Unfortunately, this skill is neither taught nor encouraged so one is left to learning by experience and errors, often at a great cost. The best of the plans of business, life, productivity, and success cannot be sustained in the absence of boundaries. Sure, you can build a great business, and life with your hard work, intelligence, ambition and perseverance, but if you are in the ‘giving mode’ consistently, without creating a balance and cannot find how to have that balance, you are heading towards burn out.
When is the right time? When you feel you are ALWAYS giving away too much, when you start to feel anger or resentment or find yourself whining or complaining, stop and listen to your inner needs. You probably are not aligned with your needs and you need to set a boundary. Why is setting boundaries so critical for your long term success and fulfilment?
• For your well being, high self esteem and emotional and mental health
• So you do not get burnt out and you have time, energy and resources on sustainable basis
• It is an investment, for your mental, emotional, and physical wellbeing.
• This framework allows you to include your own plans and dreams in your priorities.
• You create a balance between your needs, and needs of others so you do not become resentful and angry for being the ‘giver’ all the time
What if I suggest that it is time for you to make self care a strategy for life?
Self care is a collection of tools, techniques, mechanisms, and processes that create a space where one can thrive, be at one’s best and feel fulfilled. Awareness, communicating one’s needs, balance of work and personal fulfilment and having time and space for rejuvenation and growth are some of the key elements of self care.

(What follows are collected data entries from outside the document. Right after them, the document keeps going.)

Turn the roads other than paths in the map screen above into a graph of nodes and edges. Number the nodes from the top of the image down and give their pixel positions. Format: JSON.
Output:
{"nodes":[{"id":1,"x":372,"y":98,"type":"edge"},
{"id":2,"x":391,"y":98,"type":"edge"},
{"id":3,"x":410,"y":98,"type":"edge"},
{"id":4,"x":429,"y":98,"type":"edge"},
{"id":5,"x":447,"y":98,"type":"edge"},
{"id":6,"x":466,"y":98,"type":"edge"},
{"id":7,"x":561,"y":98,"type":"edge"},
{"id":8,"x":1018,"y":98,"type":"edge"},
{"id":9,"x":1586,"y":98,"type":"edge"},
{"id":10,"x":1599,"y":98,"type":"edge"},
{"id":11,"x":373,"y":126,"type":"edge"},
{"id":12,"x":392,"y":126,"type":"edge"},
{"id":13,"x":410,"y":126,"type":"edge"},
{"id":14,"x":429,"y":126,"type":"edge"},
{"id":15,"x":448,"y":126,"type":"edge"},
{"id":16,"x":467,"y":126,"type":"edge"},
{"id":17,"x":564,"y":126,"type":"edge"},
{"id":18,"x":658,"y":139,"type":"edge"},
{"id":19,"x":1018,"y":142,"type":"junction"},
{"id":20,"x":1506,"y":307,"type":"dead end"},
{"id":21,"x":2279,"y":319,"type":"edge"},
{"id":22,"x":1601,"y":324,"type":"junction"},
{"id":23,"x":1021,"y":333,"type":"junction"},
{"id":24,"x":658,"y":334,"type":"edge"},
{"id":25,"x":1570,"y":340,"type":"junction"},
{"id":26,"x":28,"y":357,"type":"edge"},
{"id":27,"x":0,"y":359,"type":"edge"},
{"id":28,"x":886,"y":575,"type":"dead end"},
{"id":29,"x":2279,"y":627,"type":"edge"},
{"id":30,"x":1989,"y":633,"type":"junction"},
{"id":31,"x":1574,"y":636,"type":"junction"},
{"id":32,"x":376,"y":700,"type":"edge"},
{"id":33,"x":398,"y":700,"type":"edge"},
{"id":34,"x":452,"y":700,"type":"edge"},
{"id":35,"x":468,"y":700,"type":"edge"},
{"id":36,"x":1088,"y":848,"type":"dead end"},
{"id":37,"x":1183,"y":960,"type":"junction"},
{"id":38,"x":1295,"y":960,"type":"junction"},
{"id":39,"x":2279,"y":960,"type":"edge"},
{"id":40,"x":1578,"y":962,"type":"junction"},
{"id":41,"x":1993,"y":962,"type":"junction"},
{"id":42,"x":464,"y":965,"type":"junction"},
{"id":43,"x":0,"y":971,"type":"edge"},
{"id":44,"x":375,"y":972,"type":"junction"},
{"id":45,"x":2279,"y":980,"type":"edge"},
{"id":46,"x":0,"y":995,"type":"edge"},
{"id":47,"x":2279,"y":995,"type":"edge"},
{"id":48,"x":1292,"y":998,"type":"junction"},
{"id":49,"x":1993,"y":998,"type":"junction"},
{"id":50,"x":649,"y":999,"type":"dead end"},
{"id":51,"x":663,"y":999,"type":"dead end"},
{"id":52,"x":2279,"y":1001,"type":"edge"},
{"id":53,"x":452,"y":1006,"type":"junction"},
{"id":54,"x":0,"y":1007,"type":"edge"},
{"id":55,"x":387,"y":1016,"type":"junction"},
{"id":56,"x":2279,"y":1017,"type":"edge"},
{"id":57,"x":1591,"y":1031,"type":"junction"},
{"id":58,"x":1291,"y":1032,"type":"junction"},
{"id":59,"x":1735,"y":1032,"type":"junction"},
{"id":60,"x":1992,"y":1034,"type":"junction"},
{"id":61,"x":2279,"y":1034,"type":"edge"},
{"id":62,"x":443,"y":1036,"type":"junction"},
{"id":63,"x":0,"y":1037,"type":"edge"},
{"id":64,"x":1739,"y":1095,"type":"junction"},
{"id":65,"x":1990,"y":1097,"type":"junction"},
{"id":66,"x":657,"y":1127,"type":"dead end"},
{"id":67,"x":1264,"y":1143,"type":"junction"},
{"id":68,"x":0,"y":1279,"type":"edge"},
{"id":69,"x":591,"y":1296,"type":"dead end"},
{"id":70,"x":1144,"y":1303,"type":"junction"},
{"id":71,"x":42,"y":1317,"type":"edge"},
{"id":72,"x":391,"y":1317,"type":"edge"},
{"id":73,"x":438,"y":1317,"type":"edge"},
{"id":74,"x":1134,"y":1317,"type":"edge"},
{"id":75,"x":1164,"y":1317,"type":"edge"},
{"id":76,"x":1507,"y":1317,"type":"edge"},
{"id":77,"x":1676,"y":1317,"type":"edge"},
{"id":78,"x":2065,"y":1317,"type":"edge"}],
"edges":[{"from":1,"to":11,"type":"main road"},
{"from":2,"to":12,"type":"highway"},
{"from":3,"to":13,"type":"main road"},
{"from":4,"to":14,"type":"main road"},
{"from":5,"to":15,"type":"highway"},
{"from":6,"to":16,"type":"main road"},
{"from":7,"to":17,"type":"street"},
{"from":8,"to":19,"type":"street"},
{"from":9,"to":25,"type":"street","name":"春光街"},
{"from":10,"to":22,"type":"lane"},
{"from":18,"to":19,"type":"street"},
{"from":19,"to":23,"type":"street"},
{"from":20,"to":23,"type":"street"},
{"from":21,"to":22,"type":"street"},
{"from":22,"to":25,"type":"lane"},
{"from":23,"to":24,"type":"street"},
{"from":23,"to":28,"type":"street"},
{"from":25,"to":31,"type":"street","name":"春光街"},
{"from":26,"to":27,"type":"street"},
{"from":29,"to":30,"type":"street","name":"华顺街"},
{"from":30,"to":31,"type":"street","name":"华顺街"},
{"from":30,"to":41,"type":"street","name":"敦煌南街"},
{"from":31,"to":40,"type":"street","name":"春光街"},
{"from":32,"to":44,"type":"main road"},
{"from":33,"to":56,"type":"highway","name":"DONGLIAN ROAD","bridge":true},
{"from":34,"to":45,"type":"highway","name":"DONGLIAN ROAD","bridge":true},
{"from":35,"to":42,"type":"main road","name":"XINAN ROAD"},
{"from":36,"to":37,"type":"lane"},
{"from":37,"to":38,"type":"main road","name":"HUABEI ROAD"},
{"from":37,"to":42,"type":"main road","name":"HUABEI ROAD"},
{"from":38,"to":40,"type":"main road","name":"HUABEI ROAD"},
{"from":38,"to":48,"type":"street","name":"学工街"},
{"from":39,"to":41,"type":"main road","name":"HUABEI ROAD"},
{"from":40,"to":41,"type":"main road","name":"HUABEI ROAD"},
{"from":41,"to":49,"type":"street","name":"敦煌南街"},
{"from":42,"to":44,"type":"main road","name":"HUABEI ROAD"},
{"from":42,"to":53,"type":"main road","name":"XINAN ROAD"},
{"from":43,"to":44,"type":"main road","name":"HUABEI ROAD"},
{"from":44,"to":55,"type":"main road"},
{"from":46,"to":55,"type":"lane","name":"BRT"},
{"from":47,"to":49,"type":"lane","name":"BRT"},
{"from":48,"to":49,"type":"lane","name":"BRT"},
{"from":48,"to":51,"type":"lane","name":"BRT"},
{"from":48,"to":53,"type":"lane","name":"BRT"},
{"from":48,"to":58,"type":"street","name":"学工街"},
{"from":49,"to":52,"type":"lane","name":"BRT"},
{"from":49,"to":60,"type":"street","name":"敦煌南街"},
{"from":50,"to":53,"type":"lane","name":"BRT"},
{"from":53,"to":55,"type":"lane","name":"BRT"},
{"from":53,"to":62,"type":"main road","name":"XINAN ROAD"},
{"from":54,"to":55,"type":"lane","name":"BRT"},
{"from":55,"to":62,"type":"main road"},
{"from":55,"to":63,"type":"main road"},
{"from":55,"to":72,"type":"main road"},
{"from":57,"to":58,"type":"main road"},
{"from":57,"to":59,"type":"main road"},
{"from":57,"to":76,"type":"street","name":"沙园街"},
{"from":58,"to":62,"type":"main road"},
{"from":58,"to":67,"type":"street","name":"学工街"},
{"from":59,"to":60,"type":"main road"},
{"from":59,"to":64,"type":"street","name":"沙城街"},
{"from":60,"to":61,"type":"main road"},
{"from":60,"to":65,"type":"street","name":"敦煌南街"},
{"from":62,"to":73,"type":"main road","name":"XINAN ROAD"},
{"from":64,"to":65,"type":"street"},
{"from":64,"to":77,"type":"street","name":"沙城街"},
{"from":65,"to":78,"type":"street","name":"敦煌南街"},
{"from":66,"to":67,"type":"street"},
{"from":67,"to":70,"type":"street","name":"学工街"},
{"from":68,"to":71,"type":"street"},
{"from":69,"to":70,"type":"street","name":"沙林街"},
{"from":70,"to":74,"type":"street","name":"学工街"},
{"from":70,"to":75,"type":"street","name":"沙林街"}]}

Self care is way beyond the all-too-common notions of occasional spa, treats and indulgences; from “doing” to “becoming a way of life”. The self-work for setting healthy boundaries.
I invite you to set aside some time and dig deeper in your life, your patterns, and your behaviour and start to understand yourself, find what triggers you to succumb to undue pressures and so on. Make a list of all the reasons you overstretch yourself. Be honest and write down all the possible reasons, justifications and rationale you have heard, used and believed in so far. The reasons could be anything from ‘I can do it faster’ to ‘They need me’ to ‘ I do not want to look selfish’ and so on.
Know yourself better. Ask yourself some tough love questions. Spend some time asking yourself these questions and see what comes up. The answers will help you to become more aware of your patterns and triggers.
• What do healthy boundaries look like to you?
• What makes you feel triggered to say yes even when you want to say no? • Are you holding on to some beliefs around boundaries? This could be that “It is selfish to say no to others” or “I must give and never receive” etc.
• Do you fear saying no will make people dislike you?
• Are you afraid that you will upset people? Five tips to bring more awareness. Take an audit of your last few months or weeks. You will be surprised with this exercise as this awareness will teach you a lot about yourself. • Think of the situations where you said yes, where you ignored yourself and took on problems and situations of others. Replay the scenarios to see what happened and what made you say yes.
• Ask yourself – did I evaluate the situation well before saying yes?
•Ask yourself – Did I give the other person a chance to do it themselves?
• What I could have done different to lessen my load? You might have taken the problem from their hand in your eagerness to solve it and lessen their burden without even letting them try.
• Imagine what you can do differently if these situations happen again.
• Look for signs where you are truly needed and when you are not. Over time this analysis will help you make a mental map of the situations that activate your ‘saviour mode’, or trigger guilt or fear that makes you want to overstretch yourself. These triggers are a result of your emotions, lifelong beliefs and you may not be aware but watching this pattern will bring awareness to you.
The tactics of setting healthy boundaries.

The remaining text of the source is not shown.